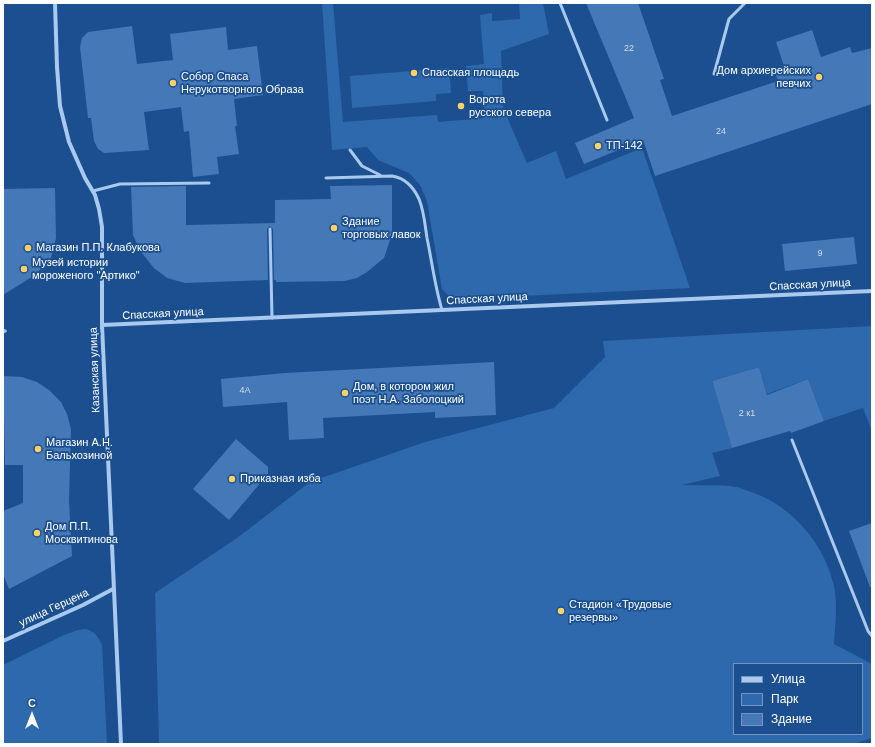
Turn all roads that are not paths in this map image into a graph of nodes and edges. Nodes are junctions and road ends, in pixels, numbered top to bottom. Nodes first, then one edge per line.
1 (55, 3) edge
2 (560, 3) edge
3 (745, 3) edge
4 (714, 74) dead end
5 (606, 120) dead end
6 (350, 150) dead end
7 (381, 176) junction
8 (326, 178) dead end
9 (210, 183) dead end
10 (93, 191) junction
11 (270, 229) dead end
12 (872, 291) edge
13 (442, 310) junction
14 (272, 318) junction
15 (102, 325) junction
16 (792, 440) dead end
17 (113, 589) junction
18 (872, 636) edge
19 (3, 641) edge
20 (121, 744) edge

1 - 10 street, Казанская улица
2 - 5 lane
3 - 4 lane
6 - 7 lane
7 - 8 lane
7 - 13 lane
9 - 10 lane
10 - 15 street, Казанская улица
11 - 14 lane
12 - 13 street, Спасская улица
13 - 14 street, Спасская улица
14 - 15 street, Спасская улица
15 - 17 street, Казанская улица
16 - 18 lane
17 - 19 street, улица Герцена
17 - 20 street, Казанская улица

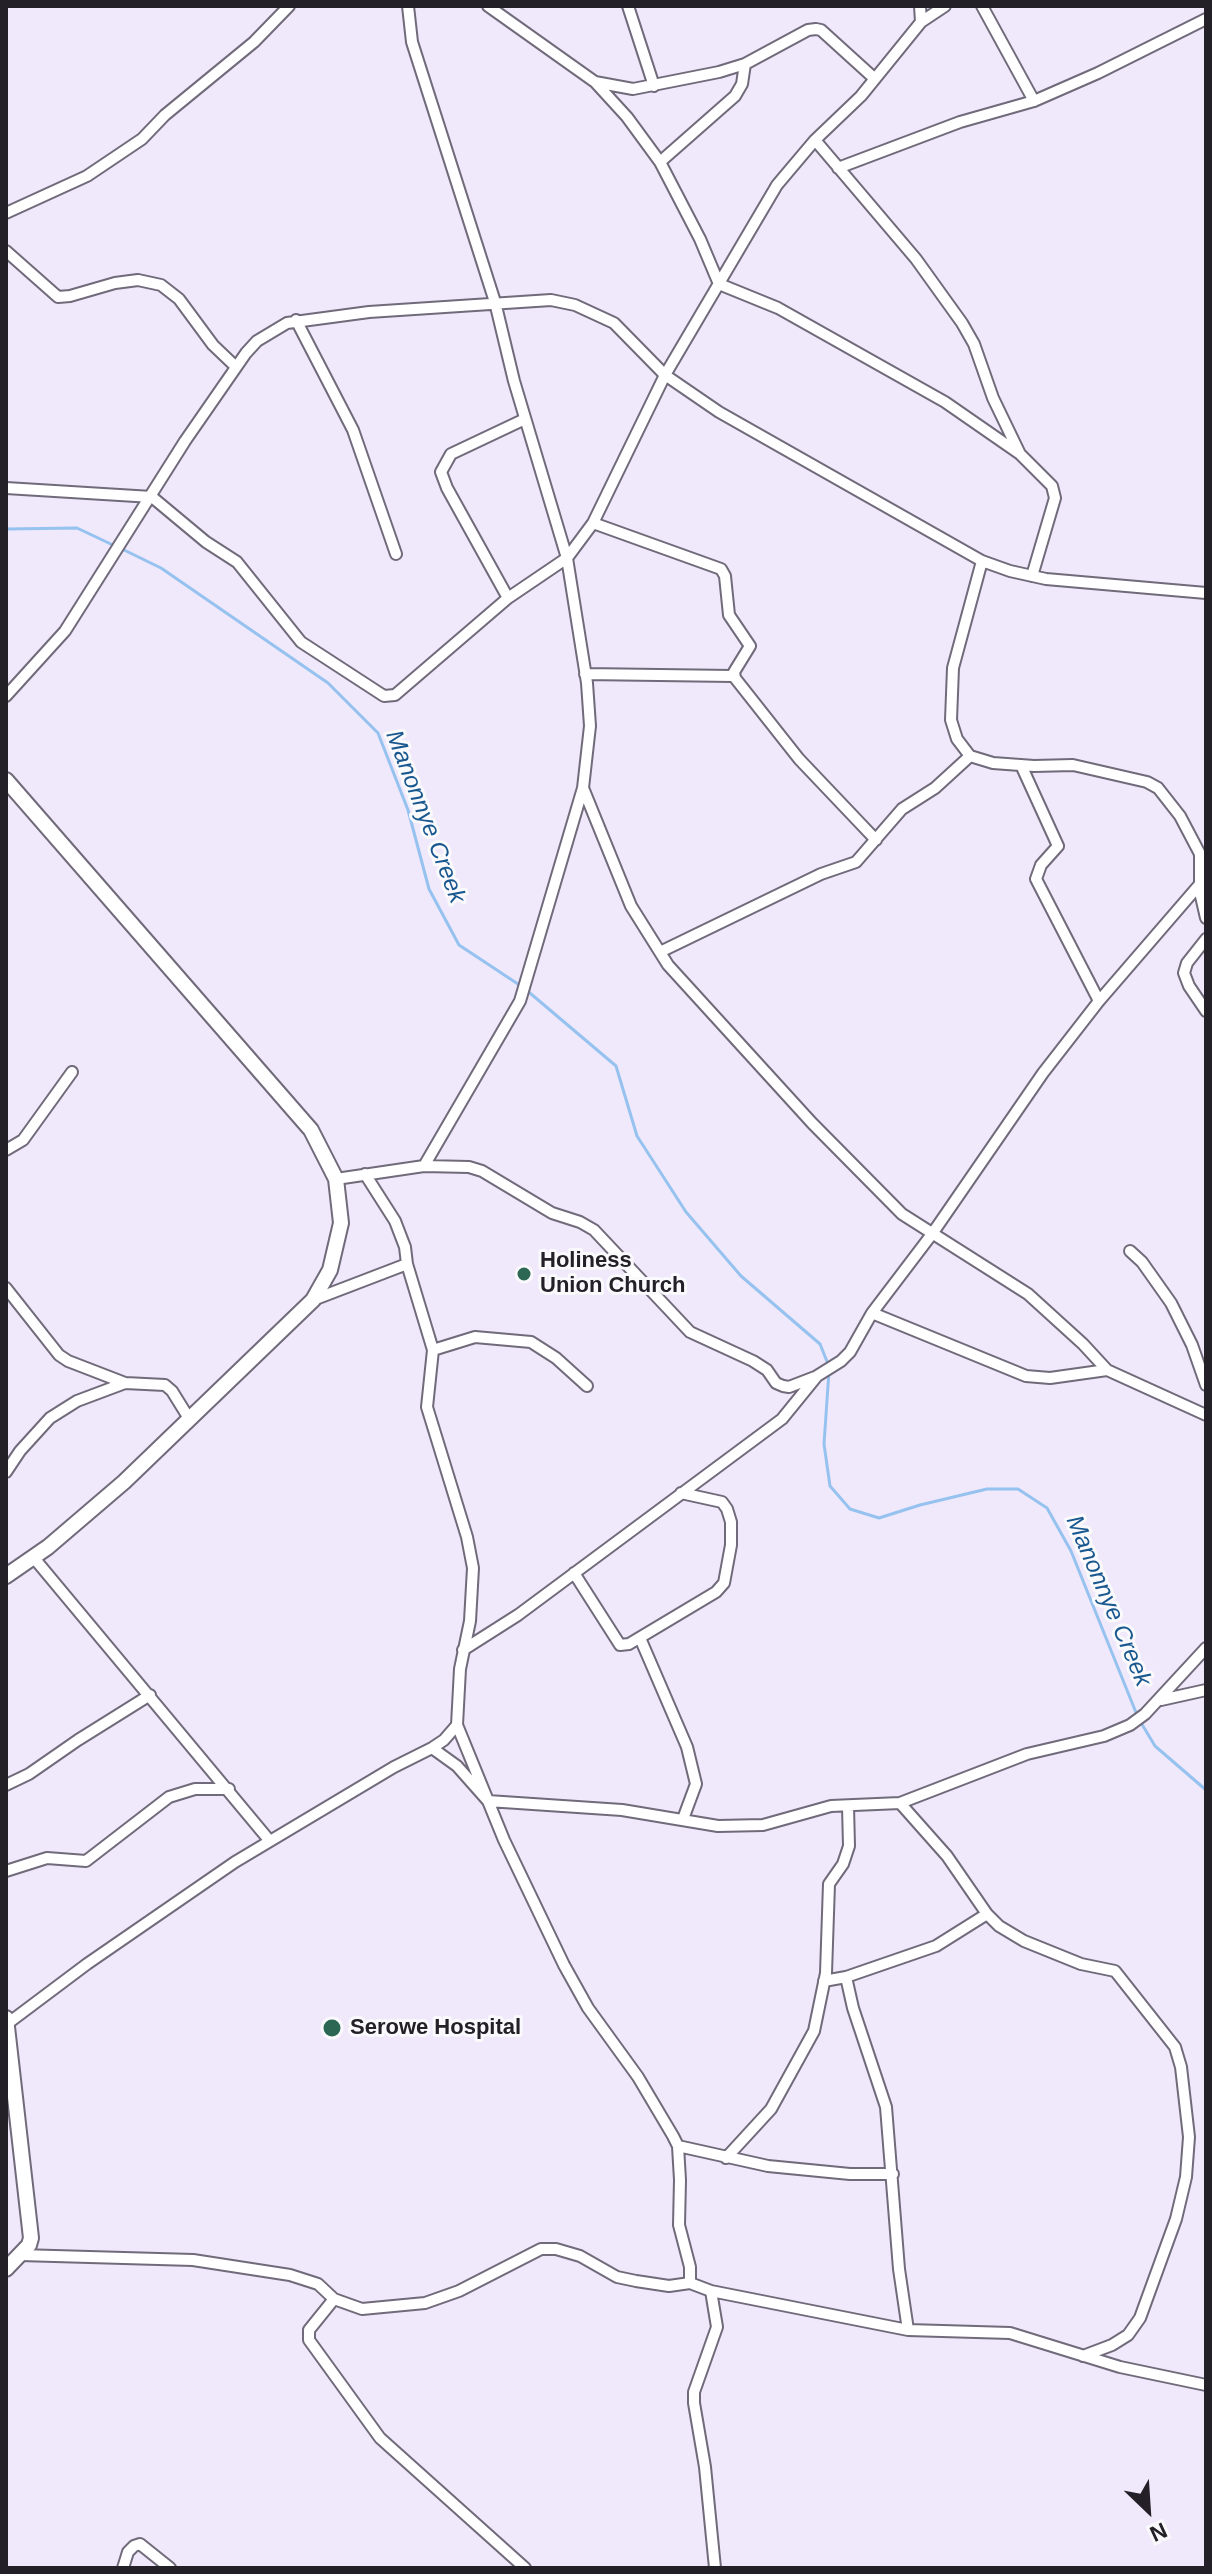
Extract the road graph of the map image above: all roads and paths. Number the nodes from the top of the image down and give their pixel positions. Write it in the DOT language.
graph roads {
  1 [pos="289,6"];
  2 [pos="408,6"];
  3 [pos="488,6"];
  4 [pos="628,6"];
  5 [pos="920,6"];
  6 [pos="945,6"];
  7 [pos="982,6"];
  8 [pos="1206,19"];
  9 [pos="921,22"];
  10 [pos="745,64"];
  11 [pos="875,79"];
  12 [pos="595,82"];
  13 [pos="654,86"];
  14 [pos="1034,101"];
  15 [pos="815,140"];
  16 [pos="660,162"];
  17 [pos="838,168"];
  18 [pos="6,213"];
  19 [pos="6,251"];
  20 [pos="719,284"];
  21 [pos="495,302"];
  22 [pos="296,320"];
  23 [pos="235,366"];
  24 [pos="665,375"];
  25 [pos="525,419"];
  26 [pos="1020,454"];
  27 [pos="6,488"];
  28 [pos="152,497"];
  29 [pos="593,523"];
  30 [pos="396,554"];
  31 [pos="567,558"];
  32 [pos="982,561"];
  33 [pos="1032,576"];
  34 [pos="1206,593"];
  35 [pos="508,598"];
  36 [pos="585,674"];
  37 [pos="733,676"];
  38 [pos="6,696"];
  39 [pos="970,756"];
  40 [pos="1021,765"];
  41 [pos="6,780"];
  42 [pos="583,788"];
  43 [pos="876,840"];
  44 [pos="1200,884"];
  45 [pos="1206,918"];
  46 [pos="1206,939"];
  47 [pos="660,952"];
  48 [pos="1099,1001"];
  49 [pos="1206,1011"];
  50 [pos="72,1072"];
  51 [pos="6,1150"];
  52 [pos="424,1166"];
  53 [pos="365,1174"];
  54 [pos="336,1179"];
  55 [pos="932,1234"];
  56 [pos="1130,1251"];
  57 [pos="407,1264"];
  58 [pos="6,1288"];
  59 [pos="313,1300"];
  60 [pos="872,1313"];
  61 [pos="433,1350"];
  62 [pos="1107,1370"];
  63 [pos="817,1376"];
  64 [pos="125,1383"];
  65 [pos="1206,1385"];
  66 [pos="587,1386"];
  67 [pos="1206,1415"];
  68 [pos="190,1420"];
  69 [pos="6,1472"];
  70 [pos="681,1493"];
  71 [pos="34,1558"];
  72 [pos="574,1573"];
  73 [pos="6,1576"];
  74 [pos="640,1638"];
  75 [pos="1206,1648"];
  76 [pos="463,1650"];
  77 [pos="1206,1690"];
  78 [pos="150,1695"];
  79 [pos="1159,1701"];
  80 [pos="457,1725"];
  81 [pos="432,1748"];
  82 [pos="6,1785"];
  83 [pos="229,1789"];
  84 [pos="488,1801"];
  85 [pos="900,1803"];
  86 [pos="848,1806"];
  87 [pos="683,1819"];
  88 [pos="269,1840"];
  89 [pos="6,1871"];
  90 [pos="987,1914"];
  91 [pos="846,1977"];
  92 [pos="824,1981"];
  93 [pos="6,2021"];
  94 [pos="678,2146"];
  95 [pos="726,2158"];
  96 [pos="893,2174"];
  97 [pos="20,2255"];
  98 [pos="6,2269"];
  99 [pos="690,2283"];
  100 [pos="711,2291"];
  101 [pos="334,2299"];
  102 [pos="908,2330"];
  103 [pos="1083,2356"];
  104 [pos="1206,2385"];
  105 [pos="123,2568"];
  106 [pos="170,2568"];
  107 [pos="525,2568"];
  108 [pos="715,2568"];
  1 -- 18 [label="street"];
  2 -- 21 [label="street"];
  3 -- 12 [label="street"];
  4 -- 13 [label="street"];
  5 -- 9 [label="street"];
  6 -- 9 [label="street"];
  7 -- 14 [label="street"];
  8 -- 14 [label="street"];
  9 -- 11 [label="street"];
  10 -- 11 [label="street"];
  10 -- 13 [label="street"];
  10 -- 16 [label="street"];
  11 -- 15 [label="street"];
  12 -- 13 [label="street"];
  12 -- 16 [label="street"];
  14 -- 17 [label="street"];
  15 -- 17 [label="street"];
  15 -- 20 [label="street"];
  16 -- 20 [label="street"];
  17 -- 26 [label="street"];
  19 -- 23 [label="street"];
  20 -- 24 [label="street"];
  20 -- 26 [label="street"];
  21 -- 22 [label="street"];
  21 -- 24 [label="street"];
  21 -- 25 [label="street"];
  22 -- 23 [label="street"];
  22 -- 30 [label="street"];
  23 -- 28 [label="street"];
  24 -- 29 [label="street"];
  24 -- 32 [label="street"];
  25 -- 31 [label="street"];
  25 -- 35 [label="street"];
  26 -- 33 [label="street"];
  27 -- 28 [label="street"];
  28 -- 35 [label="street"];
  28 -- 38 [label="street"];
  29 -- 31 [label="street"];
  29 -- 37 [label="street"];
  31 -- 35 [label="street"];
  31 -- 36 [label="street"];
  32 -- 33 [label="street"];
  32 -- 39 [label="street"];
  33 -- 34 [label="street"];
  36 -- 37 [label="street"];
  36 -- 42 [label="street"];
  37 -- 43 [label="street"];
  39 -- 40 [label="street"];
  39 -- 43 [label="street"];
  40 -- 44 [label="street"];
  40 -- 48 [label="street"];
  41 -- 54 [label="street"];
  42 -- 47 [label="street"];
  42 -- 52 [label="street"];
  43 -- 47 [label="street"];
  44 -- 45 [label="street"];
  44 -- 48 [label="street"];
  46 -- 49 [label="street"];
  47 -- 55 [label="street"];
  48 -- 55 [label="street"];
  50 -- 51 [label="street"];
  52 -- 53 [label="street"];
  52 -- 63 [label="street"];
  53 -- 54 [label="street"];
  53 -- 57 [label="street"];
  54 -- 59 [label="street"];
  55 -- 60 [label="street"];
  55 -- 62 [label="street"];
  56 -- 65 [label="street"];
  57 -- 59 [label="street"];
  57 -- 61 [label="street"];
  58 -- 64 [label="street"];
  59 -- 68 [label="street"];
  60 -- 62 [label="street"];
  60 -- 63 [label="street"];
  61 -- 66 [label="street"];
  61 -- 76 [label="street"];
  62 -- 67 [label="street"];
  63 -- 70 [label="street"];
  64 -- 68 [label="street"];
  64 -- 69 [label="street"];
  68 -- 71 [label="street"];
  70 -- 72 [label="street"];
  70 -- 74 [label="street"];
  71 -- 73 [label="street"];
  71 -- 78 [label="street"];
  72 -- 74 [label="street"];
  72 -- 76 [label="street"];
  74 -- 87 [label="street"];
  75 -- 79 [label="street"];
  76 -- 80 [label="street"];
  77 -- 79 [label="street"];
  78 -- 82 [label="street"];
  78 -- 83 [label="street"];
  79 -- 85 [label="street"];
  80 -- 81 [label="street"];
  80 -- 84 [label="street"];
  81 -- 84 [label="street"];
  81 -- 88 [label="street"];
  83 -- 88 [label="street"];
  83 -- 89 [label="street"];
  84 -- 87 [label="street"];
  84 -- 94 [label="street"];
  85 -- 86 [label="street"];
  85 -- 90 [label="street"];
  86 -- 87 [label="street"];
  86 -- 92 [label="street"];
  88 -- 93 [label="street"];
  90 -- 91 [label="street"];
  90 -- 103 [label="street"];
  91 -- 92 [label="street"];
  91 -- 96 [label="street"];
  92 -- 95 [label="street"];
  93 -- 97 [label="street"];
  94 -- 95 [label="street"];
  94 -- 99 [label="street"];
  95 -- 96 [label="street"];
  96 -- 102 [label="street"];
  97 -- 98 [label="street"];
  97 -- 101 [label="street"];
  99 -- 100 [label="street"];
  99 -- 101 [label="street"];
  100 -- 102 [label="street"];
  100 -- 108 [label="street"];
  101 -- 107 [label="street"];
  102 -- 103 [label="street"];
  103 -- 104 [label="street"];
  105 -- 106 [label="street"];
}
####
About this task |
Nothing but a number is expected: how many lines in the listing above contain "Казанская"?

Written solution |
4